## Data shown
== == ==
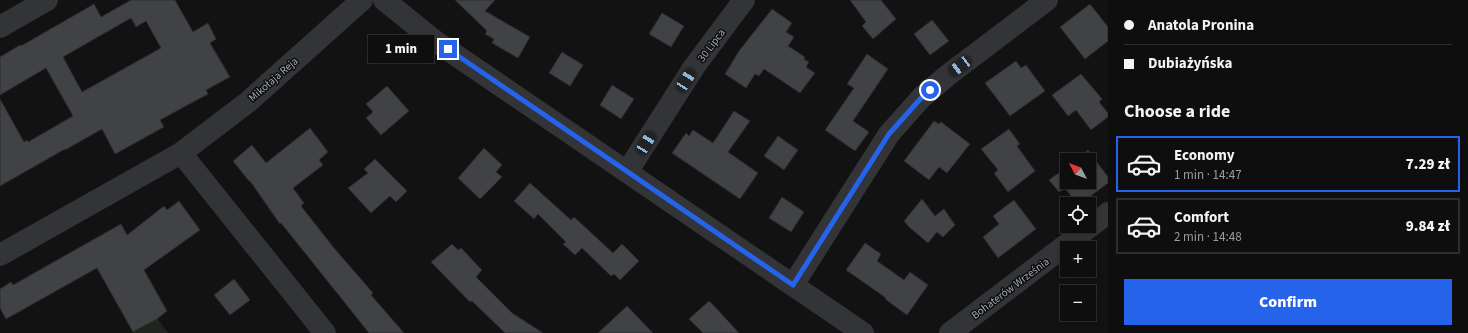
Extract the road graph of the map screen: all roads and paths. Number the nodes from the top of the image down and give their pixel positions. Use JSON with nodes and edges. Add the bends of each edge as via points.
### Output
{"nodes":[{"id":1,"x":47,"y":0,"type":"edge"},
{"id":2,"x":362,"y":0,"type":"edge"},
{"id":3,"x":744,"y":0,"type":"edge"},
{"id":4,"x":1047,"y":0,"type":"edge"},
{"id":5,"x":389,"y":2,"type":"edge"},
{"id":6,"x":0,"y":26,"type":"edge"},
{"id":7,"x":181,"y":153,"type":"junction"},
{"id":8,"x":627,"y":172,"type":"junction"},
{"id":9,"x":1108,"y":213,"type":"edge"},
{"id":10,"x":0,"y":255,"type":"edge"},
{"id":11,"x":793,"y":285,"type":"junction"},
{"id":12,"x":325,"y":333,"type":"edge"},
{"id":13,"x":863,"y":333,"type":"edge"},
{"id":14,"x":950,"y":333,"type":"edge"}],
"edges":[{"from":1,"to":6,"type":"street"},
{"from":2,"to":7,"type":"street","name":"Mikołaja Reja","via":[[248,102]]},
{"from":3,"to":8,"type":"street","name":"30 Lipca","via":[[694,67]]},
{"from":4,"to":11,"type":"street","via":[[922,97],[889,134]]},
{"from":5,"to":8,"type":"street","via":[[435,40]]},
{"from":7,"to":10,"type":"street","name":"Mikołaja Reja"},
{"from":7,"to":12,"type":"street"},
{"from":8,"to":11,"type":"street"},
{"from":9,"to":14,"type":"street","name":"Bohaterów Września"},
{"from":11,"to":13,"type":"street"}]}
== == ==
## What is needed
Reprint each of the records exactly and skip the images.

## Answer space
Extract the road graph of the map screen: all roads and paths. Number the nodes from the top of the image down and give their pixel positions. Use JSON with nodes and edges. Add the bends of each edge as via points.
### Output
{"nodes":[{"id":1,"x":47,"y":0,"type":"edge"},
{"id":2,"x":362,"y":0,"type":"edge"},
{"id":3,"x":744,"y":0,"type":"edge"},
{"id":4,"x":1047,"y":0,"type":"edge"},
{"id":5,"x":389,"y":2,"type":"edge"},
{"id":6,"x":0,"y":26,"type":"edge"},
{"id":7,"x":181,"y":153,"type":"junction"},
{"id":8,"x":627,"y":172,"type":"junction"},
{"id":9,"x":1108,"y":213,"type":"edge"},
{"id":10,"x":0,"y":255,"type":"edge"},
{"id":11,"x":793,"y":285,"type":"junction"},
{"id":12,"x":325,"y":333,"type":"edge"},
{"id":13,"x":863,"y":333,"type":"edge"},
{"id":14,"x":950,"y":333,"type":"edge"}],
"edges":[{"from":1,"to":6,"type":"street"},
{"from":2,"to":7,"type":"street","name":"Mikołaja Reja","via":[[248,102]]},
{"from":3,"to":8,"type":"street","name":"30 Lipca","via":[[694,67]]},
{"from":4,"to":11,"type":"street","via":[[922,97],[889,134]]},
{"from":5,"to":8,"type":"street","via":[[435,40]]},
{"from":7,"to":10,"type":"street","name":"Mikołaja Reja"},
{"from":7,"to":12,"type":"street"},
{"from":8,"to":11,"type":"street"},
{"from":9,"to":14,"type":"street","name":"Bohaterów Września"},
{"from":11,"to":13,"type":"street"}]}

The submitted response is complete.